- Aim of the task:
Gather all lines in the entries that include the word "Banda".

====

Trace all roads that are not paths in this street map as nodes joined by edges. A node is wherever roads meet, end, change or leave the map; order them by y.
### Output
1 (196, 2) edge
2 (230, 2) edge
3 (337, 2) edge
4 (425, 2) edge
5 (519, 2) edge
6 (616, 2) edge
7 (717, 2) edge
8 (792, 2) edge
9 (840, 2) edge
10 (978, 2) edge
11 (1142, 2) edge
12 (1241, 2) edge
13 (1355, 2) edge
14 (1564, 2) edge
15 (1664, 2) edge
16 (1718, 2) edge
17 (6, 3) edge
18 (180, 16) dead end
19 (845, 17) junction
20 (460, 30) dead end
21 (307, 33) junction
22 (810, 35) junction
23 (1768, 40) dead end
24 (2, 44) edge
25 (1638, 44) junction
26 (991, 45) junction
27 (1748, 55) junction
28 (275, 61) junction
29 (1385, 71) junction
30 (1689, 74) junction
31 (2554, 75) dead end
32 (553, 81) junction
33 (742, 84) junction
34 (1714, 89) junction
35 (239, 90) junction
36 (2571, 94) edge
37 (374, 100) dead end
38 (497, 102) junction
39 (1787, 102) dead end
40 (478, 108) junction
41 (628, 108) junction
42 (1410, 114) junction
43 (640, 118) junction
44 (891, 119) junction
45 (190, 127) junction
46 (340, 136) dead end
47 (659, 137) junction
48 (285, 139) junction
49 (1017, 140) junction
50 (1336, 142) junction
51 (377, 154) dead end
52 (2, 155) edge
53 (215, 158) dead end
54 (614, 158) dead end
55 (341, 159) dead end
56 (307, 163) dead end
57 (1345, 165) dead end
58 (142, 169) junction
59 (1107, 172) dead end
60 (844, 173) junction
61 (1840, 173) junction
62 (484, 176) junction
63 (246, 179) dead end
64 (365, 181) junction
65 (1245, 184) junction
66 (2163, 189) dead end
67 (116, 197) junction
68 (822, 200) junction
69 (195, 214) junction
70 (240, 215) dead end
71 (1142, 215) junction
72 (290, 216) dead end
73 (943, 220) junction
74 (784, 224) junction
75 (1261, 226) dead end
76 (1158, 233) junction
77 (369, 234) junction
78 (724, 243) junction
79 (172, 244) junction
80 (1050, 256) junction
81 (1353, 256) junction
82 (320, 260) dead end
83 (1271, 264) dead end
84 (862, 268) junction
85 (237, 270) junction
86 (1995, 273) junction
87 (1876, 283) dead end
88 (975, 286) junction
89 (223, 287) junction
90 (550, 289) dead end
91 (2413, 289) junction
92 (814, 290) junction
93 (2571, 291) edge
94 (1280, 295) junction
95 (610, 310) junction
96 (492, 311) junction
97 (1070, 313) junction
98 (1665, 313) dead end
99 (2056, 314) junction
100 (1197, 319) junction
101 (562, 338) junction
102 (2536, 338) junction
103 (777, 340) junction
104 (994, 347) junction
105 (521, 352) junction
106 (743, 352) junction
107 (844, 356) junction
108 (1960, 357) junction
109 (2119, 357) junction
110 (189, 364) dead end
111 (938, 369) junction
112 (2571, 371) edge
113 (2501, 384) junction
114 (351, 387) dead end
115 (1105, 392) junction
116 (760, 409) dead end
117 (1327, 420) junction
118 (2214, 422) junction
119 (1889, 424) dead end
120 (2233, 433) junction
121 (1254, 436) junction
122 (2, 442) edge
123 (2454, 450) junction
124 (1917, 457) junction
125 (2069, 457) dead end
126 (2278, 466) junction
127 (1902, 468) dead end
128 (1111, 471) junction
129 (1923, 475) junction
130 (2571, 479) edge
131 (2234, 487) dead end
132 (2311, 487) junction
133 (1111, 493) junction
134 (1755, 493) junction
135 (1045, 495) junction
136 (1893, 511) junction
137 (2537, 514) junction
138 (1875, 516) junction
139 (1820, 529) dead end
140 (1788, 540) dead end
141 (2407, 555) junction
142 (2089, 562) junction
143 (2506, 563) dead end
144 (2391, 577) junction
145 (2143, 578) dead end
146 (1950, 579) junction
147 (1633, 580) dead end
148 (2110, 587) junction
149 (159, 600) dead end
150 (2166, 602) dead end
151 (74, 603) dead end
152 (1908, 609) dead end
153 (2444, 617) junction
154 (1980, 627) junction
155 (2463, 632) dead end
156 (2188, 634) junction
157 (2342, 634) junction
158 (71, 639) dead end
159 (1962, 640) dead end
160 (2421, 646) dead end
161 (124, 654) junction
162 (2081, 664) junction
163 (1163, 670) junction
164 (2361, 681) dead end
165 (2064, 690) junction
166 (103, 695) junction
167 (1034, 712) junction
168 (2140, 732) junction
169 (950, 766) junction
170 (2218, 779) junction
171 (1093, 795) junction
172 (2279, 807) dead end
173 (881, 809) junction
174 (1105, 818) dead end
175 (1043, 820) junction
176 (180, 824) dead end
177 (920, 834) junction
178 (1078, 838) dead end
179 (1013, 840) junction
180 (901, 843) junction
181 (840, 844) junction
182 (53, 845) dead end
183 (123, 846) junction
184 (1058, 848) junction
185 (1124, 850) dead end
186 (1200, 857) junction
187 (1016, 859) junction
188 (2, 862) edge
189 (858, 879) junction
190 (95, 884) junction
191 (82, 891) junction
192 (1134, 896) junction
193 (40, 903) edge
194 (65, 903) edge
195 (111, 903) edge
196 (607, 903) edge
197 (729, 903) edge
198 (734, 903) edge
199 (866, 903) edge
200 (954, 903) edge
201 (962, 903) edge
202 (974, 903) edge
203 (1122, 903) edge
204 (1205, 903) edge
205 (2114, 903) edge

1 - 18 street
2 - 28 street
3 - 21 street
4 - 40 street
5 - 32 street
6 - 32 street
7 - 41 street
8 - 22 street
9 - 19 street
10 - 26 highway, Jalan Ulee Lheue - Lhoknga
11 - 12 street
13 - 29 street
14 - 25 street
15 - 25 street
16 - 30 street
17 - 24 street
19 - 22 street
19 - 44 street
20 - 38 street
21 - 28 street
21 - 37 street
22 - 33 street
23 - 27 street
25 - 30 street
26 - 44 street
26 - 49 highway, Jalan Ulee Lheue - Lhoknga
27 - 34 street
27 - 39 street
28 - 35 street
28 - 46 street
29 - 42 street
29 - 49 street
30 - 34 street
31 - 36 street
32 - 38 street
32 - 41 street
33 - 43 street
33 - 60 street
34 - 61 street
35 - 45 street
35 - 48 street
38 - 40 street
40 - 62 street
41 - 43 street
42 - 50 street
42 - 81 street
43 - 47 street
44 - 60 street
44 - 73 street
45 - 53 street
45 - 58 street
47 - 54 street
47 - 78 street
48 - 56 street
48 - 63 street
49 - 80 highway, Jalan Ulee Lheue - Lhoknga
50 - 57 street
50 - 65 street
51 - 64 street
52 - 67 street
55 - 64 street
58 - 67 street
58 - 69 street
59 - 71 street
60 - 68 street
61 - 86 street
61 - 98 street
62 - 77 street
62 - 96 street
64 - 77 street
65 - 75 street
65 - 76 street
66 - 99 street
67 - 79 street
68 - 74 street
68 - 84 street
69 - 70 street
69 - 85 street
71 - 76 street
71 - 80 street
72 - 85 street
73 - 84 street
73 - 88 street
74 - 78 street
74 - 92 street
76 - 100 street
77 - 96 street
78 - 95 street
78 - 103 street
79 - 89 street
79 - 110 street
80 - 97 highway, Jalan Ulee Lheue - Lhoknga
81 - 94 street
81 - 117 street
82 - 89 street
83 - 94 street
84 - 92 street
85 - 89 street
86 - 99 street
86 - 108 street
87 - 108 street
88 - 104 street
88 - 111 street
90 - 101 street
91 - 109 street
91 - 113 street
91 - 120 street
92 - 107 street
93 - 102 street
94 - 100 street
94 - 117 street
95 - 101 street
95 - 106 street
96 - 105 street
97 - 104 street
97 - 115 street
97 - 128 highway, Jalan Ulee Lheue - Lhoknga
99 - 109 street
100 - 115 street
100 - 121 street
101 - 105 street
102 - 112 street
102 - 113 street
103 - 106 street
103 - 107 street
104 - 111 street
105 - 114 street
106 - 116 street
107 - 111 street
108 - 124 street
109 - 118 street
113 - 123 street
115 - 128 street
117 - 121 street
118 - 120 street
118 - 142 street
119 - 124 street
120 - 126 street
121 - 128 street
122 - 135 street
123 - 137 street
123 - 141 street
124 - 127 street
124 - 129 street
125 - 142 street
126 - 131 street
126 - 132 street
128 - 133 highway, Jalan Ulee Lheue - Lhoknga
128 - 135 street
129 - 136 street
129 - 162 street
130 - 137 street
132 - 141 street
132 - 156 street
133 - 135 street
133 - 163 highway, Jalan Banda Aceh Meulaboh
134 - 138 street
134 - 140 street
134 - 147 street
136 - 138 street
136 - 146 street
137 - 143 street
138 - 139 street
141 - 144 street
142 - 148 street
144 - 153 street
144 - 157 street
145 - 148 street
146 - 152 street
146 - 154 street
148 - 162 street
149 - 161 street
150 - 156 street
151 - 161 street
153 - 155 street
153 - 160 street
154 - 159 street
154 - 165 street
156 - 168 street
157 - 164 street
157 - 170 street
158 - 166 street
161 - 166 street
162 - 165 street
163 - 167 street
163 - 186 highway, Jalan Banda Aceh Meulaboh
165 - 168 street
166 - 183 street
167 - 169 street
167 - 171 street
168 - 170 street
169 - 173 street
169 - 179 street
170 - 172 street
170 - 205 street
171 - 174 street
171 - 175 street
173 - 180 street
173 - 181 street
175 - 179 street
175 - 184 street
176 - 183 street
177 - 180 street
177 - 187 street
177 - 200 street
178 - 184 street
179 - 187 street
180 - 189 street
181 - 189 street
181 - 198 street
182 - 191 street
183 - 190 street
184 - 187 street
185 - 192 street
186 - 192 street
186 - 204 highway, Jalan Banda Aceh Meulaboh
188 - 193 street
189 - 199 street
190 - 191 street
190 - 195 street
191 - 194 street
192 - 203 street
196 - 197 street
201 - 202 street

====

- Solution for this problem:
133 - 163 highway, Jalan Banda Aceh Meulaboh
163 - 186 highway, Jalan Banda Aceh Meulaboh
186 - 204 highway, Jalan Banda Aceh Meulaboh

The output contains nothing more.